WORK TASK ->
The answer is the data below, repeated exactly, with no pictures included.

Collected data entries
▬▬▬▬▬▬
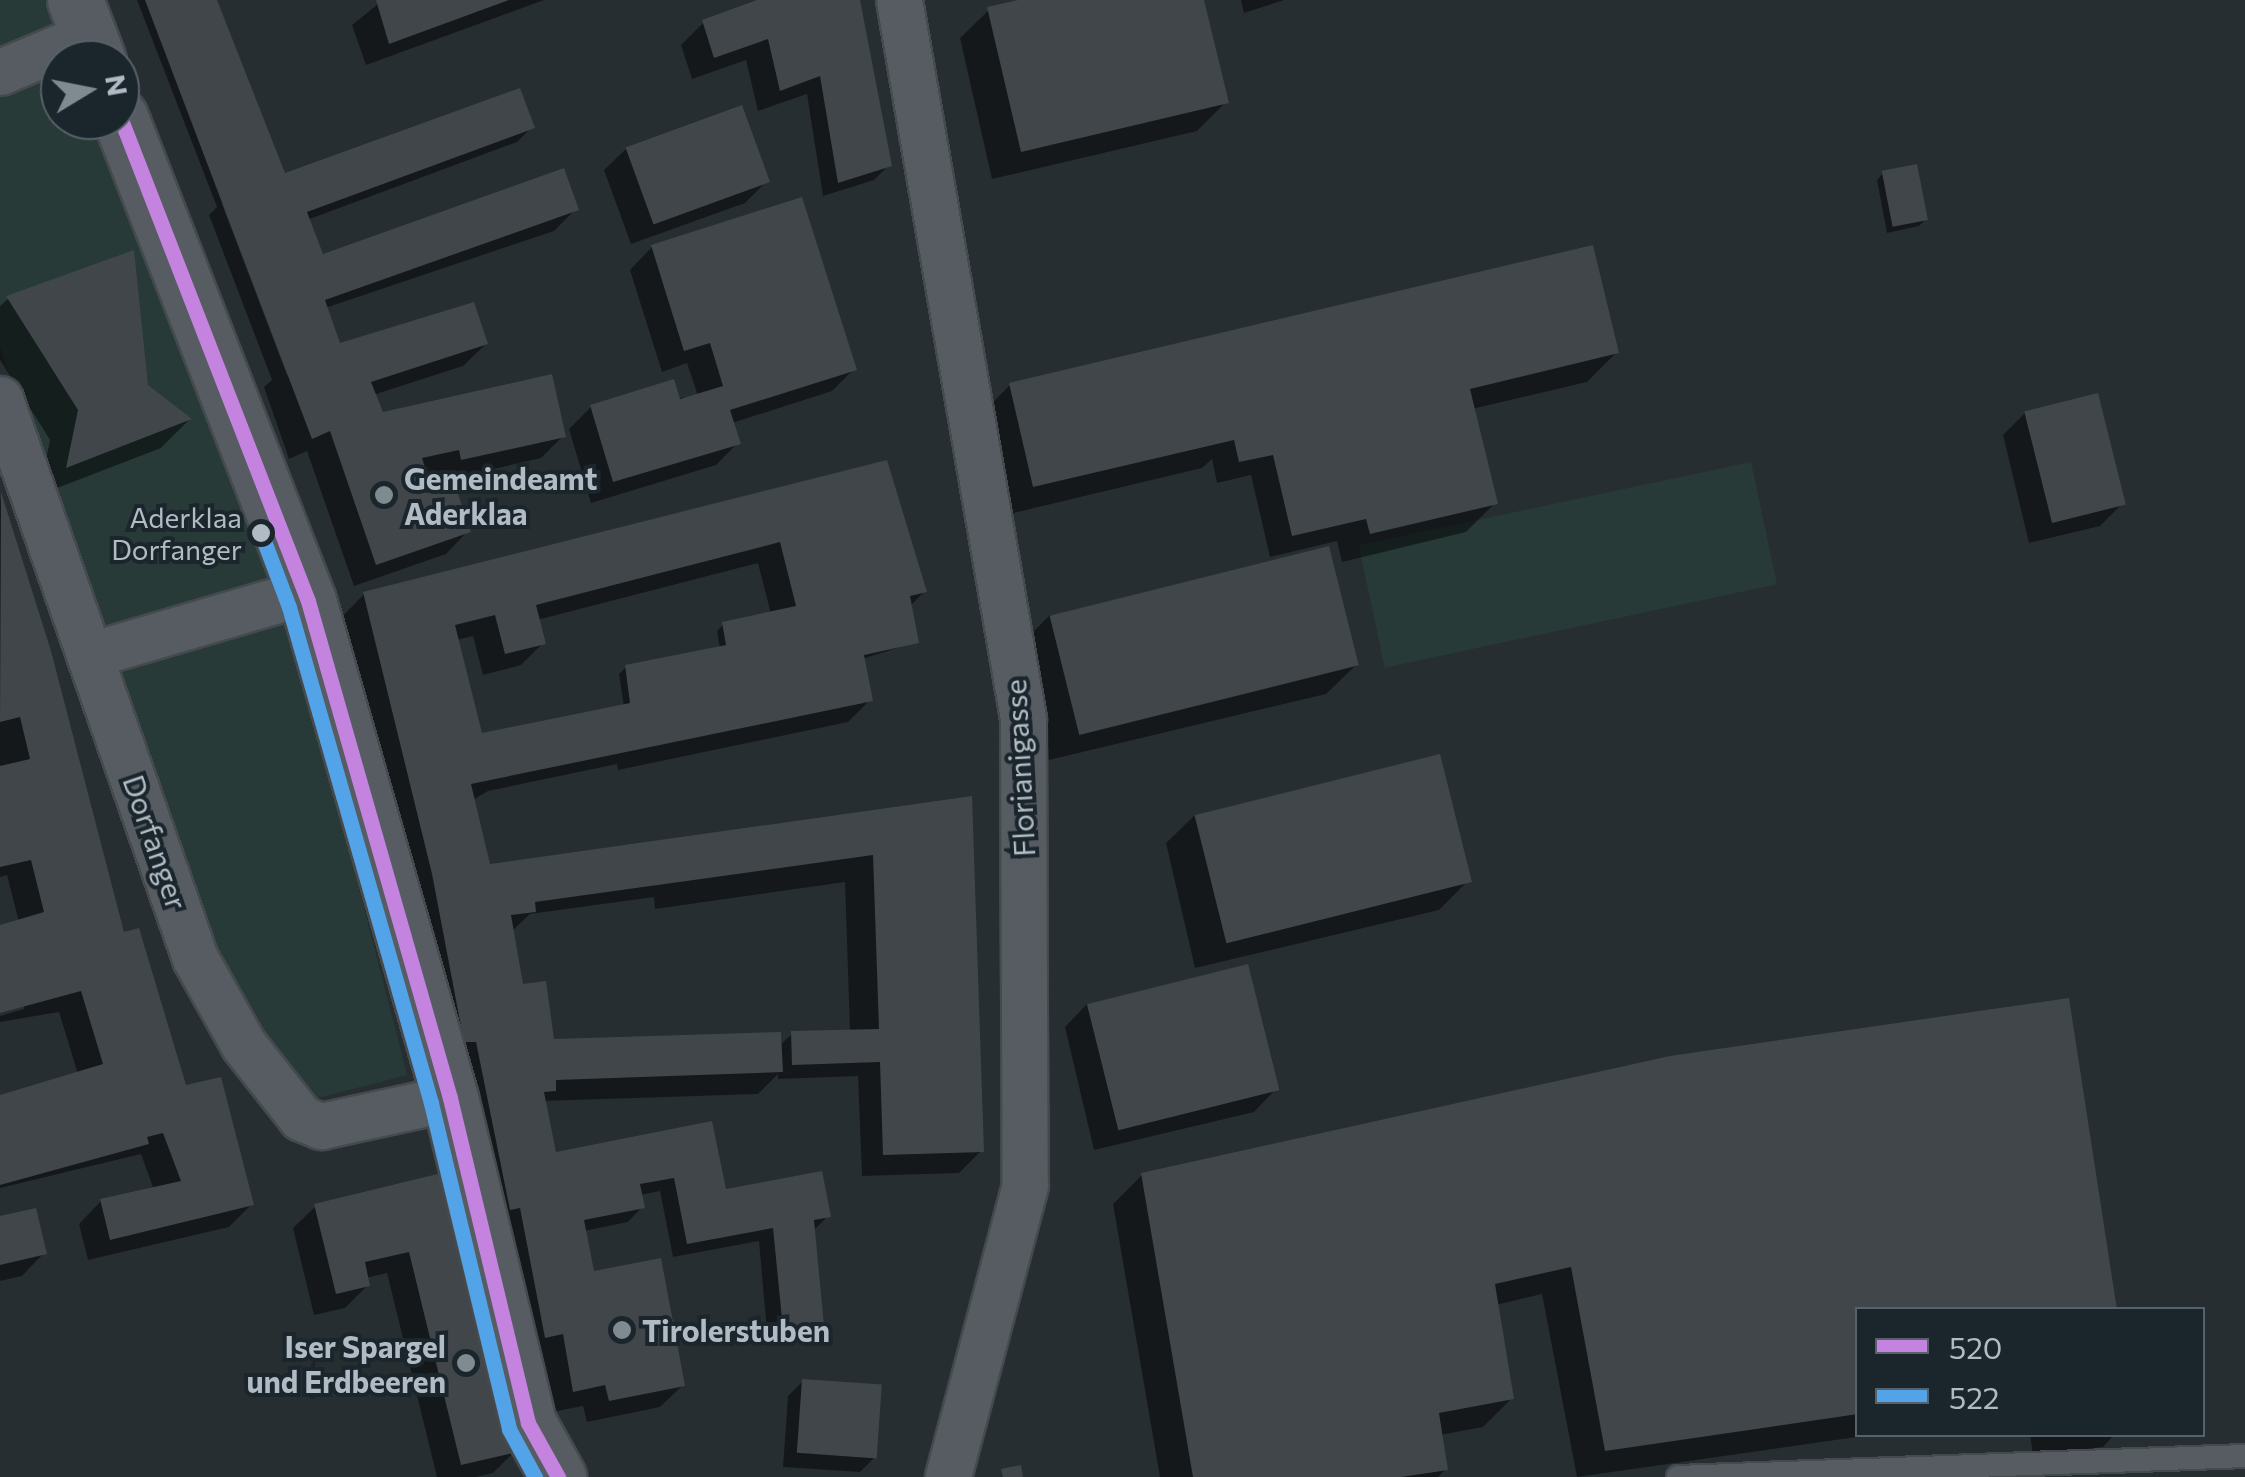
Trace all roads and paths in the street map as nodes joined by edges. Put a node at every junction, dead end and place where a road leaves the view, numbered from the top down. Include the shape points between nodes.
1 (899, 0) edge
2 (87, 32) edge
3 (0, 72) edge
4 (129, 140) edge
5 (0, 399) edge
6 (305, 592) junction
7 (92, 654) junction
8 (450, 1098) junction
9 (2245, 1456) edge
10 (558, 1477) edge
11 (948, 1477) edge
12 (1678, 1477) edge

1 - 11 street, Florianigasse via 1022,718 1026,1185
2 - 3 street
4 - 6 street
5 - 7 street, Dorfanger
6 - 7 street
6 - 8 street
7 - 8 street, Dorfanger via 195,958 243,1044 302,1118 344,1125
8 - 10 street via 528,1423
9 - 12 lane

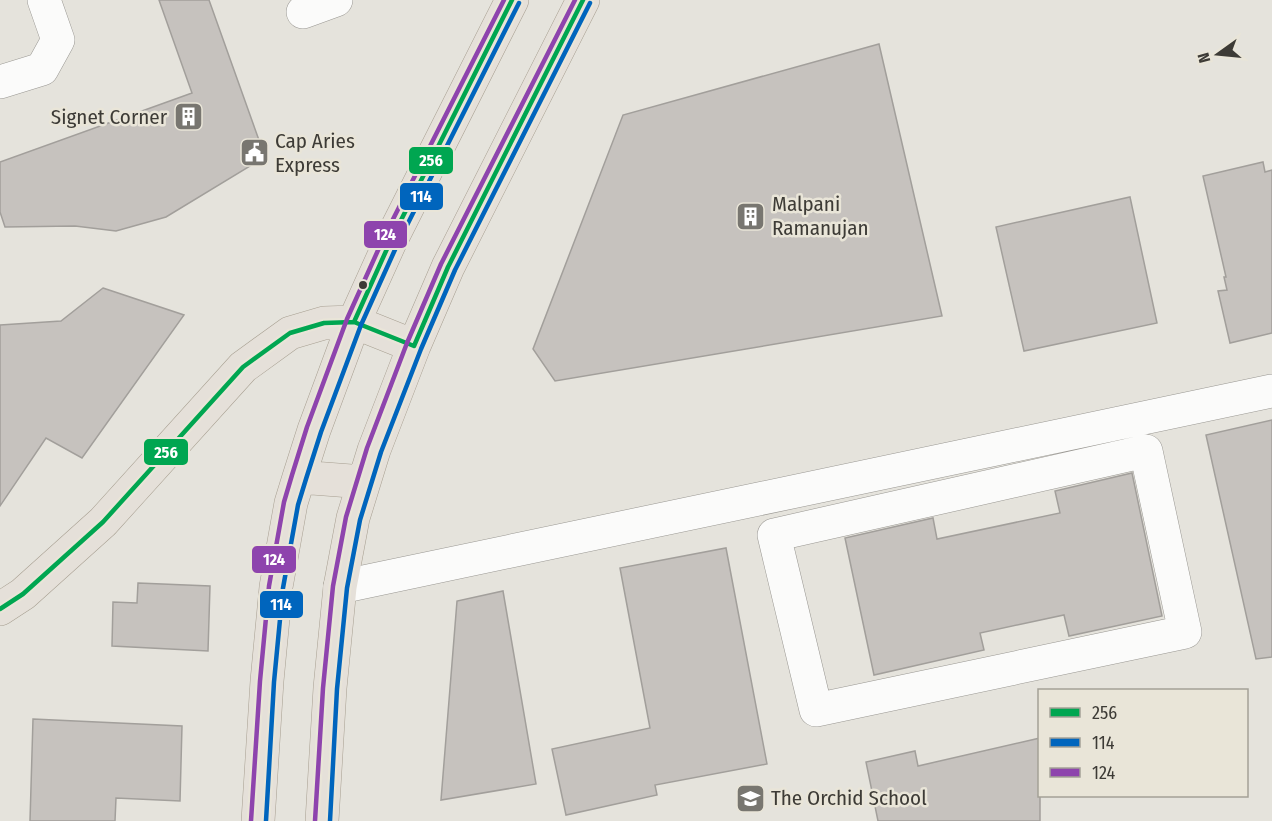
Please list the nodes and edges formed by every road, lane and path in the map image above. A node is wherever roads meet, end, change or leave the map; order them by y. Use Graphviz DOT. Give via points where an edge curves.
▬▬▬▬▬▬
TASK OUTPUT ->
Trace all roads and paths in the street map as nodes joined by edges. Put a node at every junction, dead end and place where a road leaves the view, numbered from the top down. Include the shape points between nodes.
1 (899, 0) edge
2 (87, 32) edge
3 (0, 72) edge
4 (129, 140) edge
5 (0, 399) edge
6 (305, 592) junction
7 (92, 654) junction
8 (450, 1098) junction
9 (2245, 1456) edge
10 (558, 1477) edge
11 (948, 1477) edge
12 (1678, 1477) edge

1 - 11 street, Florianigasse via 1022,718 1026,1185
2 - 3 street
4 - 6 street
5 - 7 street, Dorfanger
6 - 7 street
6 - 8 street
7 - 8 street, Dorfanger via 195,958 243,1044 302,1118 344,1125
8 - 10 street via 528,1423
9 - 12 lane

Please list the nodes and edges formed by every road, lane and path in the map image above. A node is wherever roads meet, end, change or leave the map; order them by y. Use Graphviz DOT. Give via points where an edge curves.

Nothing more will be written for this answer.